Pollution
Humain
Environnement
Economique

At 4:18 a.m., a leak of liquefied natural gas (LNG) was detected in an LNG terminal at a pier. Gas detectors triggered the alert. The automatic safety system triggered a series of actions to ensure the safety of the facilities: emergency shutdown of unloading operations, start-up of the fire-fighting pump, pressurization of the electrical substation and the control tower, and load shedding of the building and the laboratory. At 4:45 a.m., the operators closed the damaged purge valve and 35′ later opened a purge valve to degas the letdown line. The incident area was marked out. The Classified Installations Inspectorate conducted an initial non-routine inspection the day following the incident in order to take note of the circumstances and consequences of the incident.

Over 20 m² of the concrete slab of the intermediate platform had become covered over with frost (expansion of the escaping gas). An estimated 26,000 m³ of LNG (17 t at atmospheric pressure) had been released into the atmosphere. The release also created a cloud of natural gas which drifted towards the terminal.

The day before the event, an operator had forgotten to close a bleed valve on an LNG recovery line on a degasser. The release had gone undetected by the surveillance rounds and temperature sensors.

An in-depth analysis of the occurrence revealed the following:

  • a variety of practices existed among the watch crews for locking out degassers on the piers,
  • the lock-out method and the tracking procedure were partially described,
  • the available elements do not provide the operators a precise and global explanation of the operations performed and the status of the degasser systems,
  • the route and purpose of the rounds were not clearly described, leaving some room for interpretation.

The operator conducted an in-depth causal analysis of the incident and implemented the corrective actions that were identified.

The Inspectorate:

  • asked that the operator identify the organisational and human factors involved in terminal operations in its analysis,
  • reminded the operator to allocate appropriate resources to the safety management system.

A second inspection was conducted five months later to examine the application of the Safety Management System (SMS) with regard to “organisation, training” and “process control, operating control” concerning the incident’s circumstances. No deviations from the applicable regulations were noted on this occasion.
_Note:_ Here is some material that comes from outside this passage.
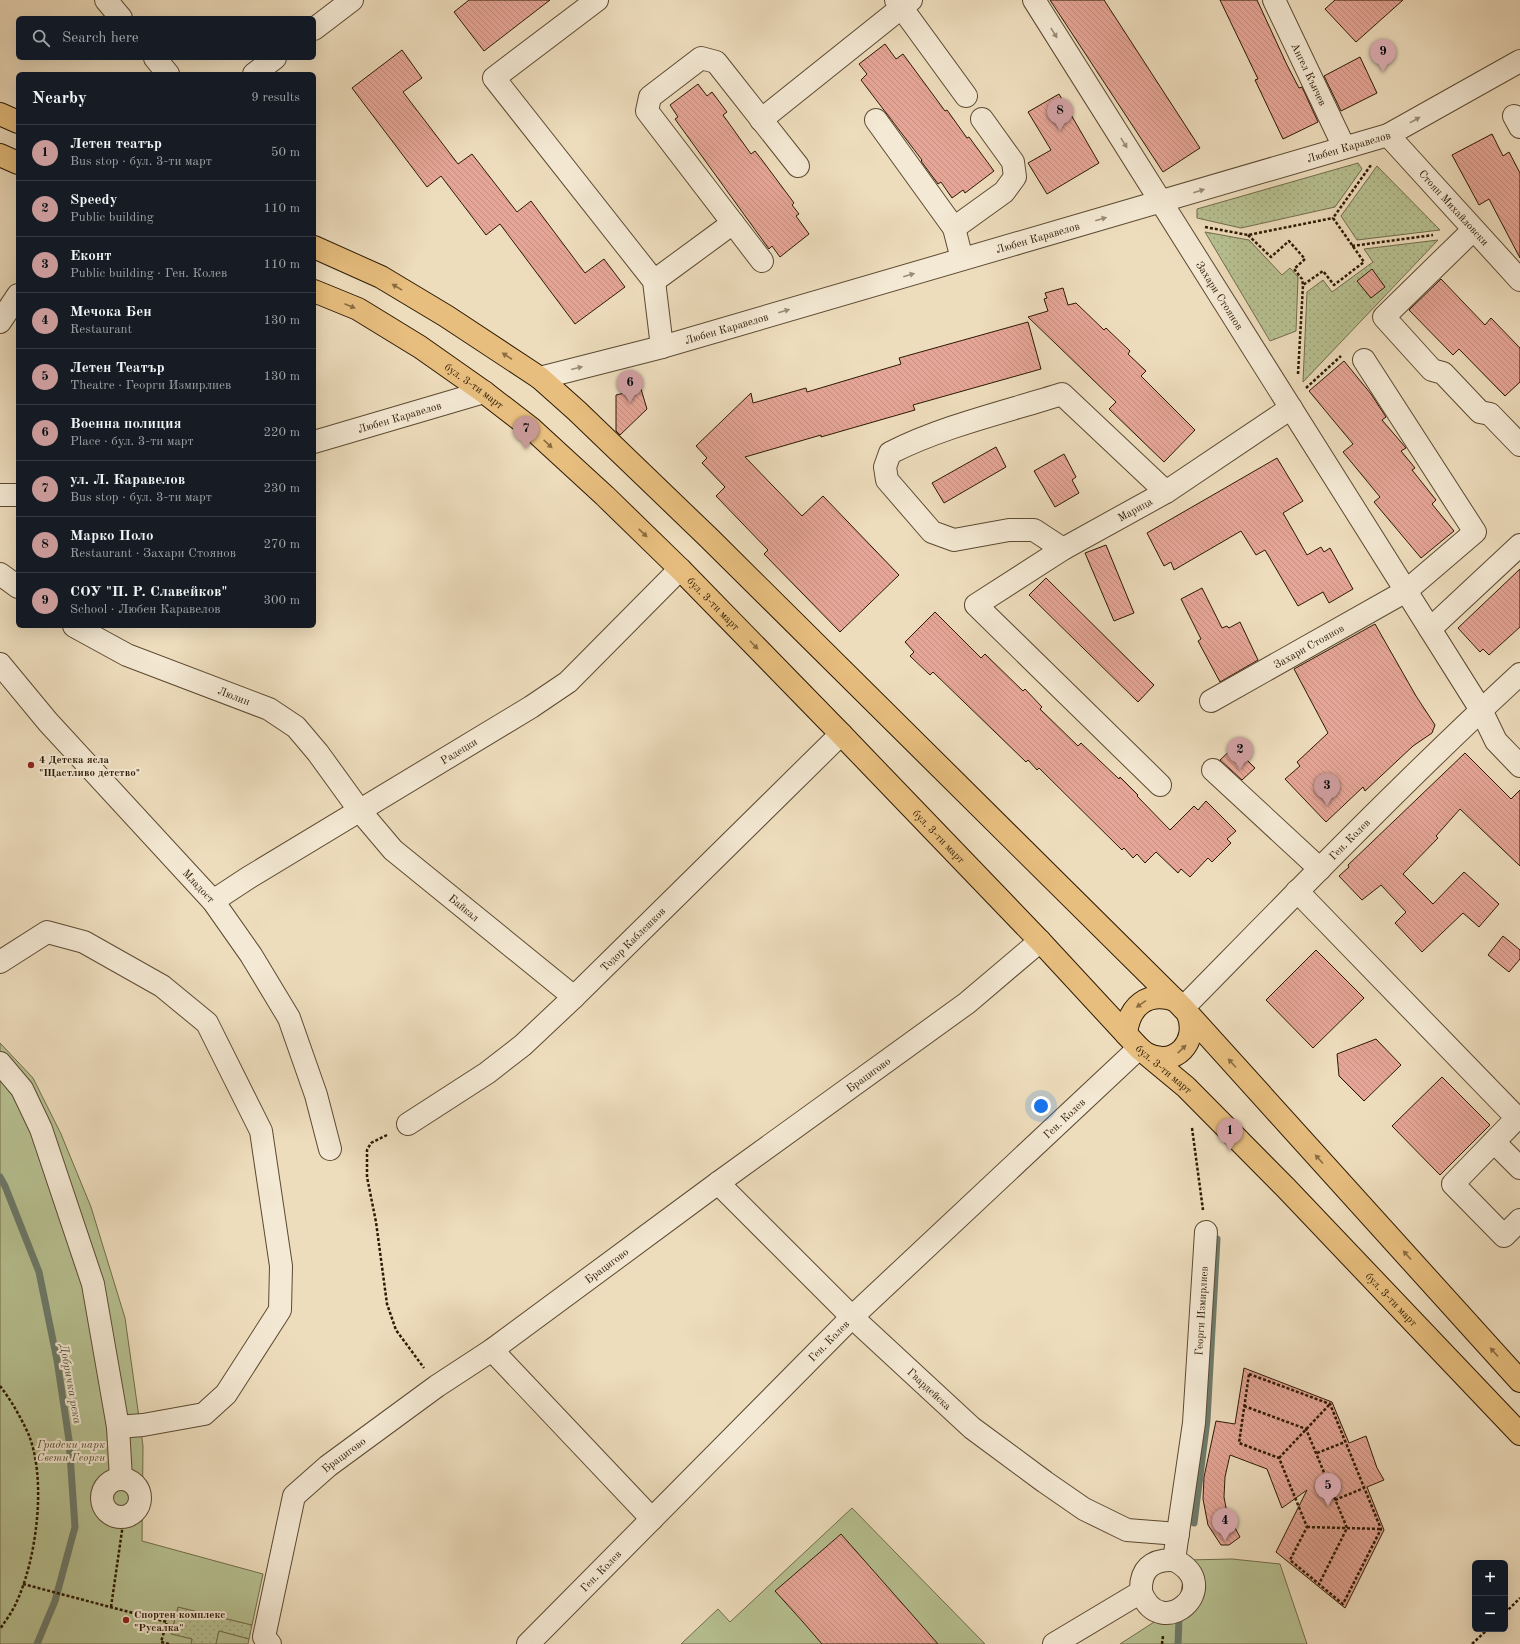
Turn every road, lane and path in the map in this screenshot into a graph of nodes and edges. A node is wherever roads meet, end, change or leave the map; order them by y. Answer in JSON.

The operator’s recognised inspection department conducted checks on the pressure equipment. Their integrity was not called into question following the incident. A specialist company conducted an assessment of the concrete structures. No damage related to the leak was identified. However, recommendations were made (core samples of the concrete slab were taken and a detailed study was conducted on the cracking observed). The operator agreed to have the necessary studies and expert assessments performed to respond to these recommendations. The studies and assessments were scheduled for late 2019.

Three events occurred at the site in 2016 (ARIA 48644, 48661) and in 2017 (ARIA 50755).